Remove starting and ending spaces from XML element

2019-06-21 13:53发布

问题:

How can I remove all spacing characters before and after a XML field?

<data version="2.0">

  <field> 

     1 

  </field>        

  <field something=" some attribute here... "> 

     2  

  </field>

</data>

Notice that spacing before 1 and 2 and 'some attribute here...', I want to remove that with PHP.

if(($xml = simplexml_load_file($file)) === false) die();

print_r($xml);

Also the data doesn't appear to be string, I need to append (string) before each variable. Why?

回答1:

You may want to use something like this:

$str = file_get_contents($file);
$str = preg_replace('~\s*(<([^>]*)>[^<]*</\2>|<[^>]*>)\s*~','$1',$str);
$xml = simplexml_load_string($xml,'SimpleXMLElement', LIBXML_NOCDATA);

I haven't tried this, but you can find more on this at http://www.lonhosford.com/lonblog/2011/01/07/php-simplexml-load-xml-file-preserve-cdata-remove-whitespace-between-nodes-and-return-json/.
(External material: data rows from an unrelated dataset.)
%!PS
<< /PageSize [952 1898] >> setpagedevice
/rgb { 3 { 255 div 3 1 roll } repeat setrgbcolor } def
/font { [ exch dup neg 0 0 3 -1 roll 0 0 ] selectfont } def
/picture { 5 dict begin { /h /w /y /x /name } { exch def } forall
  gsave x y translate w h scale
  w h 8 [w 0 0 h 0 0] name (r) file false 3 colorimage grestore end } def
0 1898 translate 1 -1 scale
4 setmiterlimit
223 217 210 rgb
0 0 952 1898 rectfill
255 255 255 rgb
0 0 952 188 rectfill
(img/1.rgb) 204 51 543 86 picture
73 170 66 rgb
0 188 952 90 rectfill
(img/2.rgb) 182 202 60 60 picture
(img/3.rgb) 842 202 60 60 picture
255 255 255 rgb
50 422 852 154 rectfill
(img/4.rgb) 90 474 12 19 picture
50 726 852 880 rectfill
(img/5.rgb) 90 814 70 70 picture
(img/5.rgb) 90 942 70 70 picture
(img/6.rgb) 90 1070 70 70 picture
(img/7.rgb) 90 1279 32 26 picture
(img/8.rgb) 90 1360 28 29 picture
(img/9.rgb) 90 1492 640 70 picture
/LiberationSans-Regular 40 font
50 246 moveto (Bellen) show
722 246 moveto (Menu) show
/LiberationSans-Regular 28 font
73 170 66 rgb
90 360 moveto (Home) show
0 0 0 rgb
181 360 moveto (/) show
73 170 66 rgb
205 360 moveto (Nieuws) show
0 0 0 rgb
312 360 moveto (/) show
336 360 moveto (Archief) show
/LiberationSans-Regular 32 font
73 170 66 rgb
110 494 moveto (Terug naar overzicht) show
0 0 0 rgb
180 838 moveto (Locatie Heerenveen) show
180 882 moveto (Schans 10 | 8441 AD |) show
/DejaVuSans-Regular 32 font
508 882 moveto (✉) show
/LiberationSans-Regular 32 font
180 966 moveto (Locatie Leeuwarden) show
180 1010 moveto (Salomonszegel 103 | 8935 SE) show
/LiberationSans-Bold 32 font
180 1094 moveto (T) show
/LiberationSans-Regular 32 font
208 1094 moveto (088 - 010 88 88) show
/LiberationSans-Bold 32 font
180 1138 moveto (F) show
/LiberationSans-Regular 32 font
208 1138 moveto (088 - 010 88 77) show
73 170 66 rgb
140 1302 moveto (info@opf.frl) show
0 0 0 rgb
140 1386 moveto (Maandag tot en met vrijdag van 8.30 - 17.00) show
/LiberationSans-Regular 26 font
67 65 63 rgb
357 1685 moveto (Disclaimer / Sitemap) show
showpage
Note that the spaces between the opening and closing brackets (<x> _space_ </x>) and the attributes (<x attr=" _space_ ">) are actually part of the XML document's data (in contrast with the spaces between <x> _space_ <y>), so I would suggest that the source you use should be a bit less messy with spaces.



回答2:

Since simplexml_load_file() reads data into an array, you could do something like this:

function TrimArray($input){

    if (!is_array($input))
        return trim($input);

    return array_map('TrimArray', $input);
}


回答3:

To do that in PHP you first have to convert the document into a DOMDocument so that you can address the nodes you want to normalize the whitespace within properly via DOMXPath. The (xpath in) SimpleXMLElement is too limited to access text-nodes precisely enough as it would be needed for this operation.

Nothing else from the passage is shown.